▸ **Exercise objective**
Repeat, please, only the lines from the top of the data down to the line with "2px #447282) drop-shadow(0"; include both of those lines.

▸ **Extracted material**
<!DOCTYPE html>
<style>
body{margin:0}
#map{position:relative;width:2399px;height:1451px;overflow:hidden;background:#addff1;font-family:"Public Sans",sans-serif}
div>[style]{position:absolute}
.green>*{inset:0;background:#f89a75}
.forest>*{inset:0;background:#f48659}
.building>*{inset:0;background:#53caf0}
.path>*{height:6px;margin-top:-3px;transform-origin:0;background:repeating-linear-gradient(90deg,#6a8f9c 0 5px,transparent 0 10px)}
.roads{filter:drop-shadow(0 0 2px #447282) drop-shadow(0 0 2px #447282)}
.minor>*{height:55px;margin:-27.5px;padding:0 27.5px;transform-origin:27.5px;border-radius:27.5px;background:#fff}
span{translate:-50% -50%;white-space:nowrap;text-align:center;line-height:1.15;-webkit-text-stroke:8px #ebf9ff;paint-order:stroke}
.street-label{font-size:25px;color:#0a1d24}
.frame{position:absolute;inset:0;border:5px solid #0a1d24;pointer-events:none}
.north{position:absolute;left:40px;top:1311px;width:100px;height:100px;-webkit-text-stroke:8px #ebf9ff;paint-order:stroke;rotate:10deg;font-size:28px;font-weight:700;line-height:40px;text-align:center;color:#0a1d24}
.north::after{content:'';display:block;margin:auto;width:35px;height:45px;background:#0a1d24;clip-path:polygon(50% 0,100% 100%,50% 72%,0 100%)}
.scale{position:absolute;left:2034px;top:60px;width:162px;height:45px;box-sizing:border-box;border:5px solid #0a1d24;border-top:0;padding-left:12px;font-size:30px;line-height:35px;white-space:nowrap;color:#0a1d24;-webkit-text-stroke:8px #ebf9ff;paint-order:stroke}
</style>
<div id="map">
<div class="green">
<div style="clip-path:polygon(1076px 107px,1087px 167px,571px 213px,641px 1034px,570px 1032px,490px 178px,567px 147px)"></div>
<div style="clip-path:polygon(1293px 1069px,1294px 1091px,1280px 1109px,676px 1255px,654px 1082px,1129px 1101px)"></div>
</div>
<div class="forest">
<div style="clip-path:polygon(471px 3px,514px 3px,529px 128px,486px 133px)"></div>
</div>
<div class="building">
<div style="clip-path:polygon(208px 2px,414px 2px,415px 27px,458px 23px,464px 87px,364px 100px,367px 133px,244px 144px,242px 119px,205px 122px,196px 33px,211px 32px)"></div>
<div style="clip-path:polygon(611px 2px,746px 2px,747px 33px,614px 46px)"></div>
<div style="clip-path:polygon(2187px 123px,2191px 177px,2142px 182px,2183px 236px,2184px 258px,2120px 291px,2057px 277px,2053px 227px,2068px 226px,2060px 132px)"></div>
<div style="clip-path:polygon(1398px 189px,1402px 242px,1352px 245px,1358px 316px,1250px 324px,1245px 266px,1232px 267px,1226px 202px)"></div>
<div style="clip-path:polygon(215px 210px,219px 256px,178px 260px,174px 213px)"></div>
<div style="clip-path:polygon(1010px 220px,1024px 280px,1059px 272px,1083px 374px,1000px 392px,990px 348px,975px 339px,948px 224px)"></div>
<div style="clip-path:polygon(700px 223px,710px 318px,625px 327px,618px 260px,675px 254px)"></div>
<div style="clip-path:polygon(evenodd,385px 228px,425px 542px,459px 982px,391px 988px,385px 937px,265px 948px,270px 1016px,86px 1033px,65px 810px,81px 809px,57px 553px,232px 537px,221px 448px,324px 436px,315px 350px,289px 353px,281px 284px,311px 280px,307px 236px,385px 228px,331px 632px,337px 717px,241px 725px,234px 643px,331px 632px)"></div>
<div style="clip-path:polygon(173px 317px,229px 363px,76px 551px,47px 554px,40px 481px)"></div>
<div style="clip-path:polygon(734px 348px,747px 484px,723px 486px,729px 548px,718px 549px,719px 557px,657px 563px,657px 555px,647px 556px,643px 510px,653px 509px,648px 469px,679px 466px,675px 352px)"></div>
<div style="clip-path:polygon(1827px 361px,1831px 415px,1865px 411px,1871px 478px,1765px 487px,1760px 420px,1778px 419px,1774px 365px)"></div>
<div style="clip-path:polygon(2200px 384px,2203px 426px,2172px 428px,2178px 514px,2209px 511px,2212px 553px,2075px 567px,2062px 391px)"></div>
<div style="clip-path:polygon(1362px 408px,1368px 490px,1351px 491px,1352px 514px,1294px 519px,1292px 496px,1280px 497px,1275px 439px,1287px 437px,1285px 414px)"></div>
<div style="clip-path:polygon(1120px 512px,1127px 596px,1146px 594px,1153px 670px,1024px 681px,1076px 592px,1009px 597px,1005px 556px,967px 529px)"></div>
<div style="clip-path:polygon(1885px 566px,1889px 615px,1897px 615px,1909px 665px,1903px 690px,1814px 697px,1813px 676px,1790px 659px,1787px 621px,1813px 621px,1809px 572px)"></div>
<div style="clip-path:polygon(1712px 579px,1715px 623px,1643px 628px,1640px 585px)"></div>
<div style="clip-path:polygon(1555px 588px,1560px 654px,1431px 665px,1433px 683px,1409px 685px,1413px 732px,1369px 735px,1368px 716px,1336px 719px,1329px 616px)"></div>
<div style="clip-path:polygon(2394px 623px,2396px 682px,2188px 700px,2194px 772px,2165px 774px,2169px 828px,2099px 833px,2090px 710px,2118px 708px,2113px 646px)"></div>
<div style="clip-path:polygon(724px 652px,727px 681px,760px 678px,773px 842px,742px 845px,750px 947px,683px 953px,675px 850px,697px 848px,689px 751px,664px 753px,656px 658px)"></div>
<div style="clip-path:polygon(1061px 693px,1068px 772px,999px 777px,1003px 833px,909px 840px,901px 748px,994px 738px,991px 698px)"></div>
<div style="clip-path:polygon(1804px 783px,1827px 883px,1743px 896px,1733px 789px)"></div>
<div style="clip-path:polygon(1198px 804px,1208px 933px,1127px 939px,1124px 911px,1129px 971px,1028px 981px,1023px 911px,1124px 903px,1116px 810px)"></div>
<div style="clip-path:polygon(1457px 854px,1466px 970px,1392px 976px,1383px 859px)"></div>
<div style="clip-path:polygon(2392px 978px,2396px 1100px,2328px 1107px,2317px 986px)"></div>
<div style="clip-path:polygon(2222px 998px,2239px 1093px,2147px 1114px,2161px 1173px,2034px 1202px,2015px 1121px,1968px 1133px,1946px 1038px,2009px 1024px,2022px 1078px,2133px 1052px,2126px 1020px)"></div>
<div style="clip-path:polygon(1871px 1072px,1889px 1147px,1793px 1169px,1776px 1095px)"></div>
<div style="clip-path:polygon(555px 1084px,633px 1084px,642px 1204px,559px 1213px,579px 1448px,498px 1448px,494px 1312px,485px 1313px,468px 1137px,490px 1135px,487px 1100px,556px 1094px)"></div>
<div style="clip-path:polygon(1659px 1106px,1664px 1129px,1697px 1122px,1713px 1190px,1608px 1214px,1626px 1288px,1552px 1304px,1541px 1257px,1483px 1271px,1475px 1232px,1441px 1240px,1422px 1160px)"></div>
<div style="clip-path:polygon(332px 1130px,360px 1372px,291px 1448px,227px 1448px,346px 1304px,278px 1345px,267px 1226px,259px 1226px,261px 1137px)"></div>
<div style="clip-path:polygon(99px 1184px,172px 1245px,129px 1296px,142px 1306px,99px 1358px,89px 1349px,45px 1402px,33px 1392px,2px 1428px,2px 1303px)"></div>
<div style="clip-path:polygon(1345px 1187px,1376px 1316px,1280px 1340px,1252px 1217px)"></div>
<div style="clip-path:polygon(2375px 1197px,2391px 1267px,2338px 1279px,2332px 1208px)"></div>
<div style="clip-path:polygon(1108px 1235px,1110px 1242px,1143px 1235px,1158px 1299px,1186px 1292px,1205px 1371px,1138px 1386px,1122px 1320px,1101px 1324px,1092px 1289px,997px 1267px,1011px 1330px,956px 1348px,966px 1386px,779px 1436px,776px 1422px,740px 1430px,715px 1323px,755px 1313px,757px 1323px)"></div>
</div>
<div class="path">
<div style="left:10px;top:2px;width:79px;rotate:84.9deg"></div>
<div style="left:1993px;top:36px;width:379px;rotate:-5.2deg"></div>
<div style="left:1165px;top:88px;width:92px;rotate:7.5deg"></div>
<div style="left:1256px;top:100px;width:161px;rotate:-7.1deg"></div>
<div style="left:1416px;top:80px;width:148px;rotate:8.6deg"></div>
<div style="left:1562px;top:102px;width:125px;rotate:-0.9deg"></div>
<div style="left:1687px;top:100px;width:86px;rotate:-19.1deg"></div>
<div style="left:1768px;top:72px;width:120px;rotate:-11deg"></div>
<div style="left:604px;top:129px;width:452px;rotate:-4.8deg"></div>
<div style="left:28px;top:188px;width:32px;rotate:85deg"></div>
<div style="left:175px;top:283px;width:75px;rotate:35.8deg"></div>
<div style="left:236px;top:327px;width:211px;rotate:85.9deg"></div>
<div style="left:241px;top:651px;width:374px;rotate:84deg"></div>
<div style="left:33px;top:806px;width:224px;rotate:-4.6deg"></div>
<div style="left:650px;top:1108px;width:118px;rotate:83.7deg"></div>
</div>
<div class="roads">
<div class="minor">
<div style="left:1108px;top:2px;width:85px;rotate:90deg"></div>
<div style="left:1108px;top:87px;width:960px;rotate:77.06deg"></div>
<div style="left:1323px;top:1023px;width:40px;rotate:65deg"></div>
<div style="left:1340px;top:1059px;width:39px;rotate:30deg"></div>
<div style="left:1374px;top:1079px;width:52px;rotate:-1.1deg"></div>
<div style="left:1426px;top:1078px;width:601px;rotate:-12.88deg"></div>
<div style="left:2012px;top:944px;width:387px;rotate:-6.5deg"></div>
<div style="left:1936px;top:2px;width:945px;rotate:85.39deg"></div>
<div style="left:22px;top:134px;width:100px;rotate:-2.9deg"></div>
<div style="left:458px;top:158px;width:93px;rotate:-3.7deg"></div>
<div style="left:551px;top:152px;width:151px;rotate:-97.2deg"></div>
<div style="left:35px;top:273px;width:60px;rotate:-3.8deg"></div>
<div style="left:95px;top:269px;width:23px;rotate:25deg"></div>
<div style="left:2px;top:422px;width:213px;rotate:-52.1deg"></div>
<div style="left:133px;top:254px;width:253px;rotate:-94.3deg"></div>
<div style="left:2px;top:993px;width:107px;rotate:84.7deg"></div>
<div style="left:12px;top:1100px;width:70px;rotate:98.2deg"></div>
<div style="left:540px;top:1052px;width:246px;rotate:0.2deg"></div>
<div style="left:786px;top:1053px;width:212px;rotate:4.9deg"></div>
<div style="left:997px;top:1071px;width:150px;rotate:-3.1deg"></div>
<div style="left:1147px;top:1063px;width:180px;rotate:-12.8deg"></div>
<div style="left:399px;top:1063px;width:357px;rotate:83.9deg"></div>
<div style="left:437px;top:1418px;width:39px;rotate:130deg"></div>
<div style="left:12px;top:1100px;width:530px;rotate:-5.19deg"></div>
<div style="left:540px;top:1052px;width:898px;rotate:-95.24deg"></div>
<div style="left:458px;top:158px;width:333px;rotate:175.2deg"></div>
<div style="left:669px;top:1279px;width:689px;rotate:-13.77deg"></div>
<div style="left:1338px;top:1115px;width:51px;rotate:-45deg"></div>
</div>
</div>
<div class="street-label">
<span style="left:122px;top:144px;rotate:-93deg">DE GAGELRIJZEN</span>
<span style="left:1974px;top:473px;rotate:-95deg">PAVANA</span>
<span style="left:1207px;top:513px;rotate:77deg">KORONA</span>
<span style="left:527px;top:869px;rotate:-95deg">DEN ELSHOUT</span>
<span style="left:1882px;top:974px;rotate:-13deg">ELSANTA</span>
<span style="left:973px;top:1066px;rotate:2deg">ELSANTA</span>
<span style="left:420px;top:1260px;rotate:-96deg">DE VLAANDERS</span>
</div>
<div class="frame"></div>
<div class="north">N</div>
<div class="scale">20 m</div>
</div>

▸ **Solved exercise**
<!DOCTYPE html>
<style>
body{margin:0}
#map{position:relative;width:2399px;height:1451px;overflow:hidden;background:#addff1;font-family:"Public Sans",sans-serif}
div>[style]{position:absolute}
.green>*{inset:0;background:#f89a75}
.forest>*{inset:0;background:#f48659}
.building>*{inset:0;background:#53caf0}
.path>*{height:6px;margin-top:-3px;transform-origin:0;background:repeating-linear-gradient(90deg,#6a8f9c 0 5px,transparent 0 10px)}
.roads{filter:drop-shadow(0 0 2px #447282) drop-shadow(0 0 2px #447282)}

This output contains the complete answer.